The archbishop insisted that “there can be no concordat of mutual acceptance between the truth of divine revelation and Catholic doctrine, on the one hand, and the distorted anthropology of today’s advanced secular culture, which promotes an increasingly dysfunctional sexuality, on the other.” 

“There is nothing salvific in blessing destructive thought and behavior,” stressed the archbishop. 

“To surrender to the Zeitgeist is not a matter of reading the signs of the times; it is a betrayal of the Gospel.” 

RELATED: Cardinal Pell: Pope ‘will have to speak’ against dissident German Synod

Aquila concluded his letter by urging the bishop of Limburg to “consider seriously what the many bishops who have voiced their concerns about the Synodal Path and its problematic results to date have put before you.” 

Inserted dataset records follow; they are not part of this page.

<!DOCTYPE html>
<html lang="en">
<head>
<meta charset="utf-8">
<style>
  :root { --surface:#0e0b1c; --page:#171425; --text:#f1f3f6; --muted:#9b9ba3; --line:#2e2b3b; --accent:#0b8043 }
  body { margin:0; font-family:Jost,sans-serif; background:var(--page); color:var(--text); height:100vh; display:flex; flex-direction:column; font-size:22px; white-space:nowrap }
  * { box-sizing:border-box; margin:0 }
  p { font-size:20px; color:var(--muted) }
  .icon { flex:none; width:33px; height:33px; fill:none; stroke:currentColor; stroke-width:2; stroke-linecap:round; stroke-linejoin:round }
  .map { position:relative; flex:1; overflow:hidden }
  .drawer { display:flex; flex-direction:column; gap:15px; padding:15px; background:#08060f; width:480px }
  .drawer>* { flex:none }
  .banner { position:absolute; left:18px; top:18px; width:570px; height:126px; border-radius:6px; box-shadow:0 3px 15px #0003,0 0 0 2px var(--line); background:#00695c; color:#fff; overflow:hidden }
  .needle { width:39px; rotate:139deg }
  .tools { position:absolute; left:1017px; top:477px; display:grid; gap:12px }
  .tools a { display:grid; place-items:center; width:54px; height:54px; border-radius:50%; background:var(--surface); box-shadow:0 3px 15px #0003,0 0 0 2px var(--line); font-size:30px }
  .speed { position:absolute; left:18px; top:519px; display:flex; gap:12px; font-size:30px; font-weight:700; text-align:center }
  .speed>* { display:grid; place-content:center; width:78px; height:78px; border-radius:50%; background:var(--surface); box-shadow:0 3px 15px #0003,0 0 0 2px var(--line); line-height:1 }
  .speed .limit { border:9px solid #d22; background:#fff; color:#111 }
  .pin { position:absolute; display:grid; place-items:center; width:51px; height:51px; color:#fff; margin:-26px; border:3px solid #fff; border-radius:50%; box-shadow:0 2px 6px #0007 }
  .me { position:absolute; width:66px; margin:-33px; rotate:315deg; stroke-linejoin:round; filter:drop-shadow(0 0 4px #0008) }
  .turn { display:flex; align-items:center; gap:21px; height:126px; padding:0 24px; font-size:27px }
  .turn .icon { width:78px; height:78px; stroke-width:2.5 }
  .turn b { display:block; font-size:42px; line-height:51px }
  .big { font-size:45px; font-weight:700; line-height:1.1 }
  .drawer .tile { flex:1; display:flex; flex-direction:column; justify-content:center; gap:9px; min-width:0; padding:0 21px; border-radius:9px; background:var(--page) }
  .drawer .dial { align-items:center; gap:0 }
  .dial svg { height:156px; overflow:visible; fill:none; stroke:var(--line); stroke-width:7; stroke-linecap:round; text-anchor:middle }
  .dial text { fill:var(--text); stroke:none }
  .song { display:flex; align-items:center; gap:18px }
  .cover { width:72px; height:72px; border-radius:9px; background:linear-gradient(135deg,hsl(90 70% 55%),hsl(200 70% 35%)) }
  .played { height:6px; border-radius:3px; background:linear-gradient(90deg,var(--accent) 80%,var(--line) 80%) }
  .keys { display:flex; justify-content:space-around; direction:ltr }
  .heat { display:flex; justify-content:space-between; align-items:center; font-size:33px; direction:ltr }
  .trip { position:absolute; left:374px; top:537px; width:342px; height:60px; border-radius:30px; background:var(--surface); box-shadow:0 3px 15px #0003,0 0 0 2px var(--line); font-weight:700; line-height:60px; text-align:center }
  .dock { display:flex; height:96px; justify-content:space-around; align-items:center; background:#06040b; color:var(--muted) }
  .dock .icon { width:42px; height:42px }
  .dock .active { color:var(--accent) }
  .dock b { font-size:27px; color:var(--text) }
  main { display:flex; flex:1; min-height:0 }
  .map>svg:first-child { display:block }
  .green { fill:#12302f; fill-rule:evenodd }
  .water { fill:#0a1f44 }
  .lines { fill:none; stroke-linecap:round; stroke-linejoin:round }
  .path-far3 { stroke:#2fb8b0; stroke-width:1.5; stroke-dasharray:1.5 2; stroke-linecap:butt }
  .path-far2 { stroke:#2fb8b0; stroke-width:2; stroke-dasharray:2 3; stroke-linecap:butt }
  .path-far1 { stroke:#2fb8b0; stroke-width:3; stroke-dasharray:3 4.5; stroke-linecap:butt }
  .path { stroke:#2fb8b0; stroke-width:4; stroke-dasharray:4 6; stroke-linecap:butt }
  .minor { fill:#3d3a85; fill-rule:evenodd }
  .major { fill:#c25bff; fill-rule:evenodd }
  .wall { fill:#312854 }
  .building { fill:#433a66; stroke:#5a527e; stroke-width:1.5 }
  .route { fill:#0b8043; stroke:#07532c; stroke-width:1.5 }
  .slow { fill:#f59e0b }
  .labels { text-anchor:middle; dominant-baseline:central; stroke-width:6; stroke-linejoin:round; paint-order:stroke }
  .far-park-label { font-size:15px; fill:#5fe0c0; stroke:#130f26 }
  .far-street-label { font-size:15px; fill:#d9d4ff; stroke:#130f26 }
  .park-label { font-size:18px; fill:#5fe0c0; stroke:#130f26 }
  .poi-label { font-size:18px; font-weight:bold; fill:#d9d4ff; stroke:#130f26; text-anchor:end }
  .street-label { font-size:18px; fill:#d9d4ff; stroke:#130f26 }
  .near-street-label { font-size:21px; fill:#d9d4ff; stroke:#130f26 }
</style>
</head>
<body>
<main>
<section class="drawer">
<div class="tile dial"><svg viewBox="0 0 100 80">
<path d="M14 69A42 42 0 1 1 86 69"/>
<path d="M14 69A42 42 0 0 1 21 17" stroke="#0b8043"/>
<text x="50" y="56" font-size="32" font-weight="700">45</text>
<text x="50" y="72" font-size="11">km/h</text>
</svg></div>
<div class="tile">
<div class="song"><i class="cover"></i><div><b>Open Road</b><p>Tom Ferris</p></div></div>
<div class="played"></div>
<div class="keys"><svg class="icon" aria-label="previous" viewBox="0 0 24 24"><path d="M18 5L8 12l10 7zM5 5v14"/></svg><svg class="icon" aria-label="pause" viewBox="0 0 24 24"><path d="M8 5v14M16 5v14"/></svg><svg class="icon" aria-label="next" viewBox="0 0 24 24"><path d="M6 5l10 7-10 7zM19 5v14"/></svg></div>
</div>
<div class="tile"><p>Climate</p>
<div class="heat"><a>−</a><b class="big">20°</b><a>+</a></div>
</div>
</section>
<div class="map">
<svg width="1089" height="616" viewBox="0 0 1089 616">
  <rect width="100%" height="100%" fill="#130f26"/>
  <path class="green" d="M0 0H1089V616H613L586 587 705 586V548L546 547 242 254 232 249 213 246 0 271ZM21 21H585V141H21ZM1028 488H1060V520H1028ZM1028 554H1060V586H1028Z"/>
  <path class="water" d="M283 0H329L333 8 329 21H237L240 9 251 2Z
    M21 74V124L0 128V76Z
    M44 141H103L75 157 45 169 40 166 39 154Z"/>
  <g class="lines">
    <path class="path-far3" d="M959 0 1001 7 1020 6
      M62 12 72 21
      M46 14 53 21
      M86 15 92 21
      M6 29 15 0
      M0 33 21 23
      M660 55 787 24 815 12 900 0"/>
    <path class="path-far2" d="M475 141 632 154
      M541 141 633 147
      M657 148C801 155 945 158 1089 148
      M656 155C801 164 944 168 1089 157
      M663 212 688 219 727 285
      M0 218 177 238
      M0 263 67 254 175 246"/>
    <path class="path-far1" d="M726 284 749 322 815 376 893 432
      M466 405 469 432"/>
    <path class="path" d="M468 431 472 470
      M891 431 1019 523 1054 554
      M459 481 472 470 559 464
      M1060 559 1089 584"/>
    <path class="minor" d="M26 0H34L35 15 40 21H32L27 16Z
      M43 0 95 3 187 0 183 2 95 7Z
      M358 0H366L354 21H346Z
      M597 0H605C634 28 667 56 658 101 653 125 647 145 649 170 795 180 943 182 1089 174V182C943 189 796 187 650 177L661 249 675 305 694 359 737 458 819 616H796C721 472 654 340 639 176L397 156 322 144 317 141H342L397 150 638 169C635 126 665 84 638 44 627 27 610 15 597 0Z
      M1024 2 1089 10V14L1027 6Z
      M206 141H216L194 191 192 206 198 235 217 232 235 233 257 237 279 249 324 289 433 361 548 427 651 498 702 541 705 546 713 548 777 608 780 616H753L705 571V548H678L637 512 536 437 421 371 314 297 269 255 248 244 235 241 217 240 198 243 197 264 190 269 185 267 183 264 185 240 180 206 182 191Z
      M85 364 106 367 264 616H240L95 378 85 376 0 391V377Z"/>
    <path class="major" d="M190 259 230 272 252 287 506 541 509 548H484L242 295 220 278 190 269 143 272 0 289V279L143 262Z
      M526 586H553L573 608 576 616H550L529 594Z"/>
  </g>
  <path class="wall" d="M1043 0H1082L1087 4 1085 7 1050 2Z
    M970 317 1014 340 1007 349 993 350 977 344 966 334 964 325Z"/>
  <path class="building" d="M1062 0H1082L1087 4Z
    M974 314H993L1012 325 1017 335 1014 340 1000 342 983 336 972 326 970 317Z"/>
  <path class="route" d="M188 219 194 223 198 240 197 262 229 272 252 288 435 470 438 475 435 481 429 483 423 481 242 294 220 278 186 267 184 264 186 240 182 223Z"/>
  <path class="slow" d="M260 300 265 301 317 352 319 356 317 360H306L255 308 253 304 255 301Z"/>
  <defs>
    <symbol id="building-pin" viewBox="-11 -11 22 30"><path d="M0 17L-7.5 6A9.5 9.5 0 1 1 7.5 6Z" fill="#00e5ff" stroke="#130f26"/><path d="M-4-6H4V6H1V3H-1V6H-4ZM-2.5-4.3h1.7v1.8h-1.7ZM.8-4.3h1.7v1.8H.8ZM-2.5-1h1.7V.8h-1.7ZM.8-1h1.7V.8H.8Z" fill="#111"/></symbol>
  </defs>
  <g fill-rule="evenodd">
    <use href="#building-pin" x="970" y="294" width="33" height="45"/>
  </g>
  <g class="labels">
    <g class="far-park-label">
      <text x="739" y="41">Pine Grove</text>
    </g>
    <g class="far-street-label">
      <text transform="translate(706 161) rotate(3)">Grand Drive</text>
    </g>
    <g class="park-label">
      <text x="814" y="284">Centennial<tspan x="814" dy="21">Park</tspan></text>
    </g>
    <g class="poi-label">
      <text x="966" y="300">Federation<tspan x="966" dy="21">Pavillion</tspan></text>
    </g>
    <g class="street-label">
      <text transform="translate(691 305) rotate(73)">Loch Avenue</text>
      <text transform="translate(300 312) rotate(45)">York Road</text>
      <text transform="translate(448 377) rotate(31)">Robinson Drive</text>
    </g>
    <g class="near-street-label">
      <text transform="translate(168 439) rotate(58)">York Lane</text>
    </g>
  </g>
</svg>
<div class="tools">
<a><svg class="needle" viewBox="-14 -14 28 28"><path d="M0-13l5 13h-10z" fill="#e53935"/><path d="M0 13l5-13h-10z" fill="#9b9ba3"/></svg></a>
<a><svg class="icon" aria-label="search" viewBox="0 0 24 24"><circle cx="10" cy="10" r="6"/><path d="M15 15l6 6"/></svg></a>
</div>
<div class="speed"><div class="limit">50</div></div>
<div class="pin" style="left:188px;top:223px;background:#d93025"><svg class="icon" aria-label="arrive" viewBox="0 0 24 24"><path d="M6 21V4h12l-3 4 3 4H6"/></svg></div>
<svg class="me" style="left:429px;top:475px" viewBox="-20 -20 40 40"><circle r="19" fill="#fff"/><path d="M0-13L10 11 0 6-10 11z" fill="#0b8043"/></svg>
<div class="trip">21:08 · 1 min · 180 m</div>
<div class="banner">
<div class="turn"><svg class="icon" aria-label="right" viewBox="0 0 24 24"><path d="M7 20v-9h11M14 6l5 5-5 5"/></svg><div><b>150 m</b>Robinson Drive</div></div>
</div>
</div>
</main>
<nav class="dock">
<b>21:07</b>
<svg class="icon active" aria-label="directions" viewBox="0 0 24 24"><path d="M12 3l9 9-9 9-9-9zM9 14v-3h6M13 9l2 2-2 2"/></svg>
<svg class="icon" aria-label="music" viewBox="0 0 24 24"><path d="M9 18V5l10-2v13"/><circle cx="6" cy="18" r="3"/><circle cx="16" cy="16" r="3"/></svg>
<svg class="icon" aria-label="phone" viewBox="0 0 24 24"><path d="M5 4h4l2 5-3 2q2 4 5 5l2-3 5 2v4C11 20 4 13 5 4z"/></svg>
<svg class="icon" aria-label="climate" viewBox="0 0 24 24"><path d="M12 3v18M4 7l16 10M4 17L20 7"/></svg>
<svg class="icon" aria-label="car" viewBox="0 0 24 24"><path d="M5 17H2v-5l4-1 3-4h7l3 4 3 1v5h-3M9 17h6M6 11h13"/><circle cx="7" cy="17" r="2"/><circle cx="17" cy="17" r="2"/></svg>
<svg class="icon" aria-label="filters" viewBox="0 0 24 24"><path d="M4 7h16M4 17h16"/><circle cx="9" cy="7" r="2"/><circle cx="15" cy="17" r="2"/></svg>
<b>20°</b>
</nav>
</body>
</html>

The archbishop was not only referring to the now more than 100 signatories of the April 11 letter, but also to concerns already raised by the Polish and Nordic bishops’ conferences before that.   

Aquila’s letter is only the latest development in a back-and-forth debate with the German bishops over the Synodal Path, which has been going on for over a year now.  

In May of last year, Aquila published a 15-page-long commentary against the proposed changes contained in the first text of the Synodal Path. 

In response to the archbishop’s concerns, Bätzing wrote an April 14 letter which Aquila said he “found in German on the internet.”